Task requirements
Transcribe the records exactly from the line with "Extract the road" to the end, both included.
(Information begins)
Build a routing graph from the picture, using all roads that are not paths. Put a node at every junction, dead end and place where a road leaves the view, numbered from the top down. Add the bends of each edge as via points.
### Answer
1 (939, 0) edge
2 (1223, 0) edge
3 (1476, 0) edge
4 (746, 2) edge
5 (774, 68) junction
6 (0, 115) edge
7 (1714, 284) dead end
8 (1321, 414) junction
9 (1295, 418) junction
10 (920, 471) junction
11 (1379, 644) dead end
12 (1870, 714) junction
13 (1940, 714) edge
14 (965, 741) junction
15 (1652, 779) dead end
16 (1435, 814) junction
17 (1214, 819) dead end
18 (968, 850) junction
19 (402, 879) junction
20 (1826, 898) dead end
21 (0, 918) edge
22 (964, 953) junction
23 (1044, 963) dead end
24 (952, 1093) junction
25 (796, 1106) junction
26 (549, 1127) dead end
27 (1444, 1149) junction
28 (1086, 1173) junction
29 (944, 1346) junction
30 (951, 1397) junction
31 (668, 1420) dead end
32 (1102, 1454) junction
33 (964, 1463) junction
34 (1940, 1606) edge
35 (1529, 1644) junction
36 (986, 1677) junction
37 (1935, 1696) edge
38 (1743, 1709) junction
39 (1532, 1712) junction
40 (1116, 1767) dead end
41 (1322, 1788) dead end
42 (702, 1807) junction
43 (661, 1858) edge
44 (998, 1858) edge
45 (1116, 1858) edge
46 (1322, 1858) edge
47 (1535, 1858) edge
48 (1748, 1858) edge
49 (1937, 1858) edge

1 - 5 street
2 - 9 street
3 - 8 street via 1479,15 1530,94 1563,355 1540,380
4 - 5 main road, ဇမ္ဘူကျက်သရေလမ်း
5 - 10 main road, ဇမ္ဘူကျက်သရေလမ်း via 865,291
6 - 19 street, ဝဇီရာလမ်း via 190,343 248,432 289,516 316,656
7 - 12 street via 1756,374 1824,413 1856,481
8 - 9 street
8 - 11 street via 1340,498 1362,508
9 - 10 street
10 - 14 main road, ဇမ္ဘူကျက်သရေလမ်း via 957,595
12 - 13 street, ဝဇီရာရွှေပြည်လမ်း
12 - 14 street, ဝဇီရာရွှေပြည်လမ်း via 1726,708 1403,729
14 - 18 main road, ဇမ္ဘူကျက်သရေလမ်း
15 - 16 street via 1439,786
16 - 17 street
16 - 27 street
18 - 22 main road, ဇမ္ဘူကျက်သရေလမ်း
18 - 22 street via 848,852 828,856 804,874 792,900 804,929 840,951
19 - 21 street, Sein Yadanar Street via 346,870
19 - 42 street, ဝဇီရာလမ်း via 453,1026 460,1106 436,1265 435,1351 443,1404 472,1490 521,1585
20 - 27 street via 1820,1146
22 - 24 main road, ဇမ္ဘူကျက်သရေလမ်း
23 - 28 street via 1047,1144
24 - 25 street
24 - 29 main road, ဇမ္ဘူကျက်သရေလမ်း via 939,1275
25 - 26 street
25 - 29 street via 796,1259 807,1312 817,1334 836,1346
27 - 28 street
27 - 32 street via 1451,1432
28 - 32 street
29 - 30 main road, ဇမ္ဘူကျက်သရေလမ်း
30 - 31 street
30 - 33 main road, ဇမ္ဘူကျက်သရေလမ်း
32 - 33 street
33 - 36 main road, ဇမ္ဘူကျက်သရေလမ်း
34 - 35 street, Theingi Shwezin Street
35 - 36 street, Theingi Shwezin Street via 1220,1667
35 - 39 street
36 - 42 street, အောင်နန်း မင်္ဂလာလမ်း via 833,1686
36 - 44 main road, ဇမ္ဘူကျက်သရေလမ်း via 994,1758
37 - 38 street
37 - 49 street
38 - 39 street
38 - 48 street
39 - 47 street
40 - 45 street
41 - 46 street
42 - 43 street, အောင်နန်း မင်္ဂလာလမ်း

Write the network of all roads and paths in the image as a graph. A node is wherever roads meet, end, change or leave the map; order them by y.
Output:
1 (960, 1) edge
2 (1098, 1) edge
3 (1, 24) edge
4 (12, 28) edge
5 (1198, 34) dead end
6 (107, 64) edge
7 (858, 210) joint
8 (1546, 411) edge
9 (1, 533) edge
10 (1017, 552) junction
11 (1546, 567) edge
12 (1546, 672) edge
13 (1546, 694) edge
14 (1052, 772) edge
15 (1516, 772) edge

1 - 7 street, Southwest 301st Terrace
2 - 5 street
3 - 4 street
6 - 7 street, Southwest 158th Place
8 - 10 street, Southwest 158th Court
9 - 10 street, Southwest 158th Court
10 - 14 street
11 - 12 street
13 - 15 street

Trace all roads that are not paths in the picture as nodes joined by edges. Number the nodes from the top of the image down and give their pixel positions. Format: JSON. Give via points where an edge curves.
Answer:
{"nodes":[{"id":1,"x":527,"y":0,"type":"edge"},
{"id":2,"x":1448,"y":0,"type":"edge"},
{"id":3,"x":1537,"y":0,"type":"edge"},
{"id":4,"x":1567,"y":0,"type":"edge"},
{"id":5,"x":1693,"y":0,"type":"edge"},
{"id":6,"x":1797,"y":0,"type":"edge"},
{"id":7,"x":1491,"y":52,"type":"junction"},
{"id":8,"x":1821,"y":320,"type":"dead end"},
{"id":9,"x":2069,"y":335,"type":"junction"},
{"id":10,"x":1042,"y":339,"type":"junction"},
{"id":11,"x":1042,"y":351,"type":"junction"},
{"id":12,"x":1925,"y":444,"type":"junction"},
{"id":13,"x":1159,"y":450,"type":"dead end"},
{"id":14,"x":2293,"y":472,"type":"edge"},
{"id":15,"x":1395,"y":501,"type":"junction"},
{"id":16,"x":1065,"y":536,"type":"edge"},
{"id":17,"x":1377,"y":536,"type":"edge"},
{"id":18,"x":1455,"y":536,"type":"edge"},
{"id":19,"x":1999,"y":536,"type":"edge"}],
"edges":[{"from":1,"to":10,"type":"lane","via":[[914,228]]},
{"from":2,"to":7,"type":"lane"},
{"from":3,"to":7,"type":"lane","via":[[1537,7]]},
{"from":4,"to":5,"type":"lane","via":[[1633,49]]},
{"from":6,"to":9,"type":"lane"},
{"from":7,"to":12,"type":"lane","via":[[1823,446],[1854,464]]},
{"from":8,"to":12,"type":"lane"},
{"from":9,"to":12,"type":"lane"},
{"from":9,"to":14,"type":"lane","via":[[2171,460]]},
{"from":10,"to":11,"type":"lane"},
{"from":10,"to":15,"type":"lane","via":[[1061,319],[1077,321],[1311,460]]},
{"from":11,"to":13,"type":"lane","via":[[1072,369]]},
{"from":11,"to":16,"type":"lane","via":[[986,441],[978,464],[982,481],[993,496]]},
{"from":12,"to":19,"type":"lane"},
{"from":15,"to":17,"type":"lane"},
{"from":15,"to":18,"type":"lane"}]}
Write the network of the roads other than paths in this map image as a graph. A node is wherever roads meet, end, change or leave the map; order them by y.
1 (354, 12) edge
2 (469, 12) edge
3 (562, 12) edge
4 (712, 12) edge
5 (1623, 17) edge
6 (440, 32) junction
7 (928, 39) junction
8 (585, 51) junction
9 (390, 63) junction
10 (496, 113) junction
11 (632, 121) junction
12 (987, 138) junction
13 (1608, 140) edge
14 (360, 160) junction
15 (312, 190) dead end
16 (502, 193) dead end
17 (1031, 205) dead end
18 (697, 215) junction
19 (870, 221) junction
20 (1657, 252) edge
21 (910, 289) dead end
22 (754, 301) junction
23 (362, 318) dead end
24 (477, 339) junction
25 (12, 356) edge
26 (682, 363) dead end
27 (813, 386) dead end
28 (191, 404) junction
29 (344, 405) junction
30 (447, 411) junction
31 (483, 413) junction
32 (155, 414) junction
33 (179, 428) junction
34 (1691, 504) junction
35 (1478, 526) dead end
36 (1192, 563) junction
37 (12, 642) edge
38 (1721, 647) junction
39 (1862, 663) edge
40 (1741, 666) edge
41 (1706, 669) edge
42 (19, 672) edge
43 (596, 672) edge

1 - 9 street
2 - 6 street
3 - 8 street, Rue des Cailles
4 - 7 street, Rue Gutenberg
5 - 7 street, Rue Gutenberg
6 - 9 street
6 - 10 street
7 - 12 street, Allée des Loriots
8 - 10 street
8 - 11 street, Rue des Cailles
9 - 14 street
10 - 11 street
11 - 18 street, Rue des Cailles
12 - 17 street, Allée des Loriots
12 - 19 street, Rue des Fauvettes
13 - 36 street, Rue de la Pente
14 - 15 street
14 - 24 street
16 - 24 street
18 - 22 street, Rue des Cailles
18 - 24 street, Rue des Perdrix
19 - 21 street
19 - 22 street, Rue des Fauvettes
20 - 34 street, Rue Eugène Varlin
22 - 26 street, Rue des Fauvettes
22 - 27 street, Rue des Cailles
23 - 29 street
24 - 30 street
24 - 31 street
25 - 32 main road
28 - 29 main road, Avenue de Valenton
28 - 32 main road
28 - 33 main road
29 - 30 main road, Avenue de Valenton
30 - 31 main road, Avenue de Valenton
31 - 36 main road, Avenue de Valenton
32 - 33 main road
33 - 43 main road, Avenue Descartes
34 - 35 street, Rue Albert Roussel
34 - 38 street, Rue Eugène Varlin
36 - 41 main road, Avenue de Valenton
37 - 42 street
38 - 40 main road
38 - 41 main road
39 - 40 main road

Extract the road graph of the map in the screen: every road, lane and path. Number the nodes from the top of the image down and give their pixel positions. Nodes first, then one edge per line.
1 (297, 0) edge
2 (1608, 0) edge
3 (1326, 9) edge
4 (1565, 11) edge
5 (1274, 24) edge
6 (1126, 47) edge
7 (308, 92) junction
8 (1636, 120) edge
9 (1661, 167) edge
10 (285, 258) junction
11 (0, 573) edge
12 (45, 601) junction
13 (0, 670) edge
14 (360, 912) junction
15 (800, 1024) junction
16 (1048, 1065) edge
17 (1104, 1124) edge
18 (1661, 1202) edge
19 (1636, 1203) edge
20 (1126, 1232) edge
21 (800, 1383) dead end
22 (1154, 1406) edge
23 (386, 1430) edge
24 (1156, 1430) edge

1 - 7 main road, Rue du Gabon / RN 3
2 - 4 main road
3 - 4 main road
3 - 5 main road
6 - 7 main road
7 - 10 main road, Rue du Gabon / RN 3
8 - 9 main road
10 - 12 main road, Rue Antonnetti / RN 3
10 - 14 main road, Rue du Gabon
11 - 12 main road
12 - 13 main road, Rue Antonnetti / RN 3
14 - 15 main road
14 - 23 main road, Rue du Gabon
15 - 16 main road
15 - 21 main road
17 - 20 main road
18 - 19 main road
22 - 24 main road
(Information ends)
Exercise output
Extract the road graph of the map in the screen: every road, lane and path. Number the nodes from the top of the image down and give their pixel positions. Nodes first, then one edge per line.
1 (297, 0) edge
2 (1608, 0) edge
3 (1326, 9) edge
4 (1565, 11) edge
5 (1274, 24) edge
6 (1126, 47) edge
7 (308, 92) junction
8 (1636, 120) edge
9 (1661, 167) edge
10 (285, 258) junction
11 (0, 573) edge
12 (45, 601) junction
13 (0, 670) edge
14 (360, 912) junction
15 (800, 1024) junction
16 (1048, 1065) edge
17 (1104, 1124) edge
18 (1661, 1202) edge
19 (1636, 1203) edge
20 (1126, 1232) edge
21 (800, 1383) dead end
22 (1154, 1406) edge
23 (386, 1430) edge
24 (1156, 1430) edge

1 - 7 main road, Rue du Gabon / RN 3
2 - 4 main road
3 - 4 main road
3 - 5 main road
6 - 7 main road
7 - 10 main road, Rue du Gabon / RN 3
8 - 9 main road
10 - 12 main road, Rue Antonnetti / RN 3
10 - 14 main road, Rue du Gabon
11 - 12 main road
12 - 13 main road, Rue Antonnetti / RN 3
14 - 15 main road
14 - 23 main road, Rue du Gabon
15 - 16 main road
15 - 21 main road
17 - 20 main road
18 - 19 main road
22 - 24 main road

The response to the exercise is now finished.